There are always talks about industries being male-dominated. Yes, it’s true, but times are definitely changing and male-dominance is becoming an irrelevant issue. Women are holding improved influence in all areas—and this is very evident in the fashion industry. Our local fashion industry, I daresay is female-dominated and that’s pretty amazing. From designers such as Ezzati Amira and Nurita Harith, entrepreneurs like Ung Yiu Lin and Vivy Yusof, it’s so inspiring to see them doing what they love and handling their commitments gracefully.

Maria Grazia Chiuri and Clare Waight Keller are both the first woman to lead Dior and Givenchy in 69 and 66 years respectively. What are your thoughts about that?

Now it’s about what we want—what women want. Comfort is key, and sexy is sophisticated. Not that we were never fans of Riccardo Tisci or Raf Simons, but it’s so refreshing to see international collections for women by women.

Feminism has been one of the hottest topics in fashion in recent years. Do you consider yourself a feminist, and how do you translate that into your work?

Like I’ve said, I’m a feminist but not a radical and things do get very radical sometimes, no? I began my career making clothes I would want to wear myself, and that formula has resonated well with my clients and customers. Having an innate understanding of what women want to wear is how my feminism translates into my work.

Who is the Alia Bastamam woman?

She has a calmness within her and it shows on the outside, whether she is in a dreamy dress or a powerful pant look. She’s got a slight air of masculinity, she isn’t shy with her sexuality and sometimes she has her head in the clouds and that’s okay.

How has your work evolved since you began your own label?

We began with the four of us—Shamin, Jimmy, Shah, and myself—and now our office and atelier have quadrupled. There are more division and more focus on the different sections such as design, marketing, operations and such. With that, I’ve found time to grasp on the business side of my label—managing my design and atelier teams, realising the growing market’s demands and understanding my competitors among other things. There may be moments when I’m completely overwhelmed by the growth of this business since nine years ago, but I try to take things in stride and it’s definitely more organised with a strong team with me.

What three skills do you think are essential to be a great leader?

Communication, understanding and assertiveness.

What advice would you give to women considering pursuing a career as a fashion designer?

Have a supportive team along with you, and not behind you. Don’t be so hard on yourself and take time to breathe and listen to your heart.

What are some of your wishes for the future of fashion?

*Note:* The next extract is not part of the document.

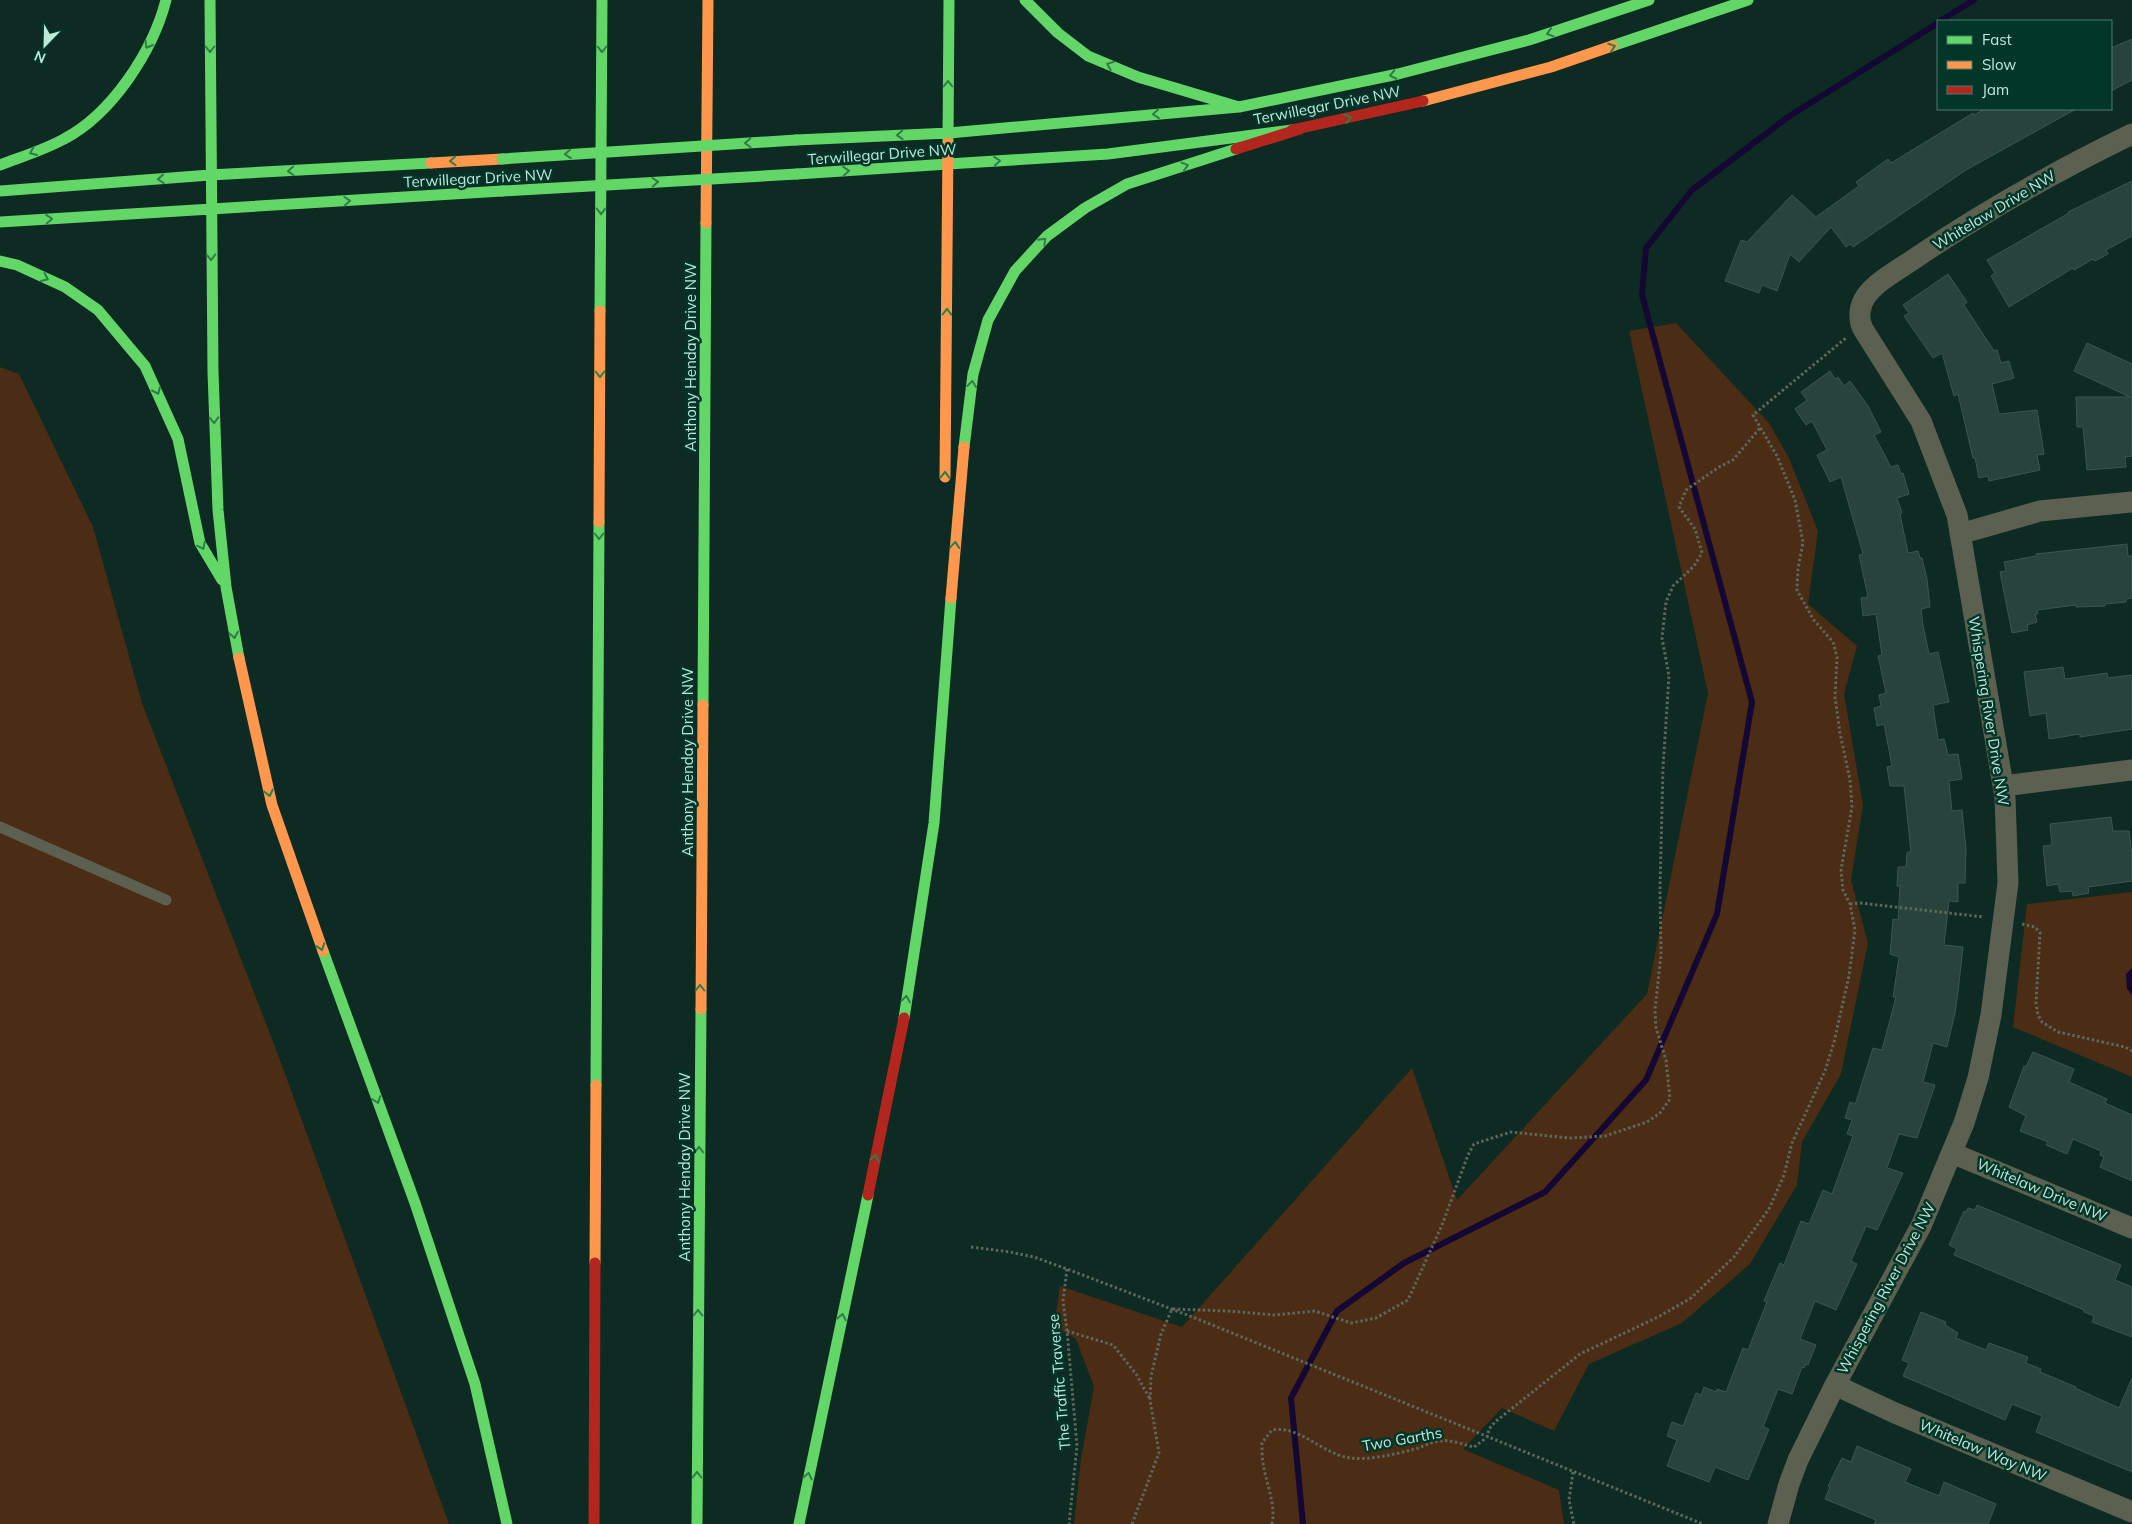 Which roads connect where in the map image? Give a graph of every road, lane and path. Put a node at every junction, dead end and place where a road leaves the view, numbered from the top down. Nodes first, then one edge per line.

I want to see female designers, especially local female designers, take a bolder step in design. Don’t be passive, don’t make clothes from all your years of referencing collections made by male designers-not all women want to look like a corseted princess out of a fairytale. I hate to say it, but in fashion, you need some guts to make a mark and be remembered. Express what you feel and don’t keep it inside—translate your thoughts and that will be something uniquely yours.